[Instructions for the task]: Write out every record again, exactly.

[Material to process]:
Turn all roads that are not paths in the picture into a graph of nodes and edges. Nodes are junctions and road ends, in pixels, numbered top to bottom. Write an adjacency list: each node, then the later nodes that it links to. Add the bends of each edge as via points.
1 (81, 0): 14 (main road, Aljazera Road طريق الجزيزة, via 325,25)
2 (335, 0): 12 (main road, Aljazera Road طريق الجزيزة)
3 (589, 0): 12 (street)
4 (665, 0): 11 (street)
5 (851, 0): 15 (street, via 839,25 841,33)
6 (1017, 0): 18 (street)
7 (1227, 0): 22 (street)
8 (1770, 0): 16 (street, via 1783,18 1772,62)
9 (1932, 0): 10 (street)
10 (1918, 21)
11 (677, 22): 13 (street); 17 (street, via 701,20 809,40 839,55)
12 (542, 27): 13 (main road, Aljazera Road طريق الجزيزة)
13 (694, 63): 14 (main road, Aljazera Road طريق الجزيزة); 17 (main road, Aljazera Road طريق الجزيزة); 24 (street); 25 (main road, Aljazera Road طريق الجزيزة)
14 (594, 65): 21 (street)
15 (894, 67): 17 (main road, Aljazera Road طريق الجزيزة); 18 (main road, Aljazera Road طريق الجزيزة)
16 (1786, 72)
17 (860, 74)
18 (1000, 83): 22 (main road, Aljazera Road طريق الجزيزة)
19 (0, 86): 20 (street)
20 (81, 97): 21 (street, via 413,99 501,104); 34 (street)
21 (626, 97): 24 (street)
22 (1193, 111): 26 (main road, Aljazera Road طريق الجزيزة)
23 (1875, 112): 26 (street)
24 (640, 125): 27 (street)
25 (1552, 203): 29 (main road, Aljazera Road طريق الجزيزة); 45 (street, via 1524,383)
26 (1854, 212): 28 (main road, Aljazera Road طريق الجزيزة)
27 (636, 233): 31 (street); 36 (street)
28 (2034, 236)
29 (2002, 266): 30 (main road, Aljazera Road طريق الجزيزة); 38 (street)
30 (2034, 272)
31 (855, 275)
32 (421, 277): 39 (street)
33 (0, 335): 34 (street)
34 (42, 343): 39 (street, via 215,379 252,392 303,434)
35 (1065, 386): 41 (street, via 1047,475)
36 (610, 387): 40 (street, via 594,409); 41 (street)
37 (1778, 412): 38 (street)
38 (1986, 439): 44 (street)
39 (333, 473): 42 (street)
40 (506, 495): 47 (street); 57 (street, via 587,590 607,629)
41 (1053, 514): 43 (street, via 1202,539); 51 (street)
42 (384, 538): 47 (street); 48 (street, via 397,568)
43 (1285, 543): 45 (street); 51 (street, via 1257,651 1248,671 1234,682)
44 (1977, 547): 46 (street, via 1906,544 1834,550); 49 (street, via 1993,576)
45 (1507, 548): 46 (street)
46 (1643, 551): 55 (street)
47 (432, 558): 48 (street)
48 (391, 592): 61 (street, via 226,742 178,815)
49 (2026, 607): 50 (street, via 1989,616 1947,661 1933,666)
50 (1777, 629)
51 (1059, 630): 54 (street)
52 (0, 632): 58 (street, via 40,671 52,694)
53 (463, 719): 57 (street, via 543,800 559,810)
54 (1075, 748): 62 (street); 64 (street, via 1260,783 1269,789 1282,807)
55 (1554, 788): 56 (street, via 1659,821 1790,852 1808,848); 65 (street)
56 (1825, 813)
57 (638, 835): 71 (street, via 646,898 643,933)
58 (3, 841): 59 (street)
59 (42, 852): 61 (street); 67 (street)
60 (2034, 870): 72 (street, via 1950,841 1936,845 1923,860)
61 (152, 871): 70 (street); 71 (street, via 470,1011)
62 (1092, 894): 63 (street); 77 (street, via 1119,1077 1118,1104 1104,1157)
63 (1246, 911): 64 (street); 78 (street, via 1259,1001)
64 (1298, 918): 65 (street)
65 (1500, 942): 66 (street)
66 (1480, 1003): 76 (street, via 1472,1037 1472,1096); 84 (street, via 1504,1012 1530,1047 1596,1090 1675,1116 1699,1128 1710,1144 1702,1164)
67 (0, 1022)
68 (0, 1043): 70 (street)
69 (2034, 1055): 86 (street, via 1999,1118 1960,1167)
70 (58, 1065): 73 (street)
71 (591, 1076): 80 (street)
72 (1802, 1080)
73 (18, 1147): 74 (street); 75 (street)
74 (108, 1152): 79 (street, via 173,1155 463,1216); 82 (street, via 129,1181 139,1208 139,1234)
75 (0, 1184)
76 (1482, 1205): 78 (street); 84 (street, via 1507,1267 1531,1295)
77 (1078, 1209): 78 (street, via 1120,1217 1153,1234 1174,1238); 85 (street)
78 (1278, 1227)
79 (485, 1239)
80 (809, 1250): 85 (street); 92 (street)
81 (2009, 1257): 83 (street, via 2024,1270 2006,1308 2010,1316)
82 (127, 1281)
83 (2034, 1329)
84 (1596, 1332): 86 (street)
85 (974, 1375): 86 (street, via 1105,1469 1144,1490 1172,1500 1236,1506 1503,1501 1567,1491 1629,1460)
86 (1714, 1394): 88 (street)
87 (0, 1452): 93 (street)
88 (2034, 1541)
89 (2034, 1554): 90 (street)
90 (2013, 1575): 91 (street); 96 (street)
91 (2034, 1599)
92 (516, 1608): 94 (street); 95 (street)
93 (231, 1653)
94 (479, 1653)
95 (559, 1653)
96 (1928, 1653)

[Output below]:
Turn all roads that are not paths in the picture into a graph of nodes and edges. Nodes are junctions and road ends, in pixels, numbered top to bottom. Write an adjacency list: each node, then the later nodes that it links to. Add the bends of each edge as via points.
1 (81, 0): 14 (main road, Aljazera Road طريق الجزيزة, via 325,25)
2 (335, 0): 12 (main road, Aljazera Road طريق الجزيزة)
3 (589, 0): 12 (street)
4 (665, 0): 11 (street)
5 (851, 0): 15 (street, via 839,25 841,33)
6 (1017, 0): 18 (street)
7 (1227, 0): 22 (street)
8 (1770, 0): 16 (street, via 1783,18 1772,62)
9 (1932, 0): 10 (street)
10 (1918, 21)
11 (677, 22): 13 (street); 17 (street, via 701,20 809,40 839,55)
12 (542, 27): 13 (main road, Aljazera Road طريق الجزيزة)
13 (694, 63): 14 (main road, Aljazera Road طريق الجزيزة); 17 (main road, Aljazera Road طريق الجزيزة); 24 (street); 25 (main road, Aljazera Road طريق الجزيزة)
14 (594, 65): 21 (street)
15 (894, 67): 17 (main road, Aljazera Road طريق الجزيزة); 18 (main road, Aljazera Road طريق الجزيزة)
16 (1786, 72)
17 (860, 74)
18 (1000, 83): 22 (main road, Aljazera Road طريق الجزيزة)
19 (0, 86): 20 (street)
20 (81, 97): 21 (street, via 413,99 501,104); 34 (street)
21 (626, 97): 24 (street)
22 (1193, 111): 26 (main road, Aljazera Road طريق الجزيزة)
23 (1875, 112): 26 (street)
24 (640, 125): 27 (street)
25 (1552, 203): 29 (main road, Aljazera Road طريق الجزيزة); 45 (street, via 1524,383)
26 (1854, 212): 28 (main road, Aljazera Road طريق الجزيزة)
27 (636, 233): 31 (street); 36 (street)
28 (2034, 236)
29 (2002, 266): 30 (main road, Aljazera Road طريق الجزيزة); 38 (street)
30 (2034, 272)
31 (855, 275)
32 (421, 277): 39 (street)
33 (0, 335): 34 (street)
34 (42, 343): 39 (street, via 215,379 252,392 303,434)
35 (1065, 386): 41 (street, via 1047,475)
36 (610, 387): 40 (street, via 594,409); 41 (street)
37 (1778, 412): 38 (street)
38 (1986, 439): 44 (street)
39 (333, 473): 42 (street)
40 (506, 495): 47 (street); 57 (street, via 587,590 607,629)
41 (1053, 514): 43 (street, via 1202,539); 51 (street)
42 (384, 538): 47 (street); 48 (street, via 397,568)
43 (1285, 543): 45 (street); 51 (street, via 1257,651 1248,671 1234,682)
44 (1977, 547): 46 (street, via 1906,544 1834,550); 49 (street, via 1993,576)
45 (1507, 548): 46 (street)
46 (1643, 551): 55 (street)
47 (432, 558): 48 (street)
48 (391, 592): 61 (street, via 226,742 178,815)
49 (2026, 607): 50 (street, via 1989,616 1947,661 1933,666)
50 (1777, 629)
51 (1059, 630): 54 (street)
52 (0, 632): 58 (street, via 40,671 52,694)
53 (463, 719): 57 (street, via 543,800 559,810)
54 (1075, 748): 62 (street); 64 (street, via 1260,783 1269,789 1282,807)
55 (1554, 788): 56 (street, via 1659,821 1790,852 1808,848); 65 (street)
56 (1825, 813)
57 (638, 835): 71 (street, via 646,898 643,933)
58 (3, 841): 59 (street)
59 (42, 852): 61 (street); 67 (street)
60 (2034, 870): 72 (street, via 1950,841 1936,845 1923,860)
61 (152, 871): 70 (street); 71 (street, via 470,1011)
62 (1092, 894): 63 (street); 77 (street, via 1119,1077 1118,1104 1104,1157)
63 (1246, 911): 64 (street); 78 (street, via 1259,1001)
64 (1298, 918): 65 (street)
65 (1500, 942): 66 (street)
66 (1480, 1003): 76 (street, via 1472,1037 1472,1096); 84 (street, via 1504,1012 1530,1047 1596,1090 1675,1116 1699,1128 1710,1144 1702,1164)
67 (0, 1022)
68 (0, 1043): 70 (street)
69 (2034, 1055): 86 (street, via 1999,1118 1960,1167)
70 (58, 1065): 73 (street)
71 (591, 1076): 80 (street)
72 (1802, 1080)
73 (18, 1147): 74 (street); 75 (street)
74 (108, 1152): 79 (street, via 173,1155 463,1216); 82 (street, via 129,1181 139,1208 139,1234)
75 (0, 1184)
76 (1482, 1205): 78 (street); 84 (street, via 1507,1267 1531,1295)
77 (1078, 1209): 78 (street, via 1120,1217 1153,1234 1174,1238); 85 (street)
78 (1278, 1227)
79 (485, 1239)
80 (809, 1250): 85 (street); 92 (street)
81 (2009, 1257): 83 (street, via 2024,1270 2006,1308 2010,1316)
82 (127, 1281)
83 (2034, 1329)
84 (1596, 1332): 86 (street)
85 (974, 1375): 86 (street, via 1105,1469 1144,1490 1172,1500 1236,1506 1503,1501 1567,1491 1629,1460)
86 (1714, 1394): 88 (street)
87 (0, 1452): 93 (street)
88 (2034, 1541)
89 (2034, 1554): 90 (street)
90 (2013, 1575): 91 (street); 96 (street)
91 (2034, 1599)
92 (516, 1608): 94 (street); 95 (street)
93 (231, 1653)
94 (479, 1653)
95 (559, 1653)
96 (1928, 1653)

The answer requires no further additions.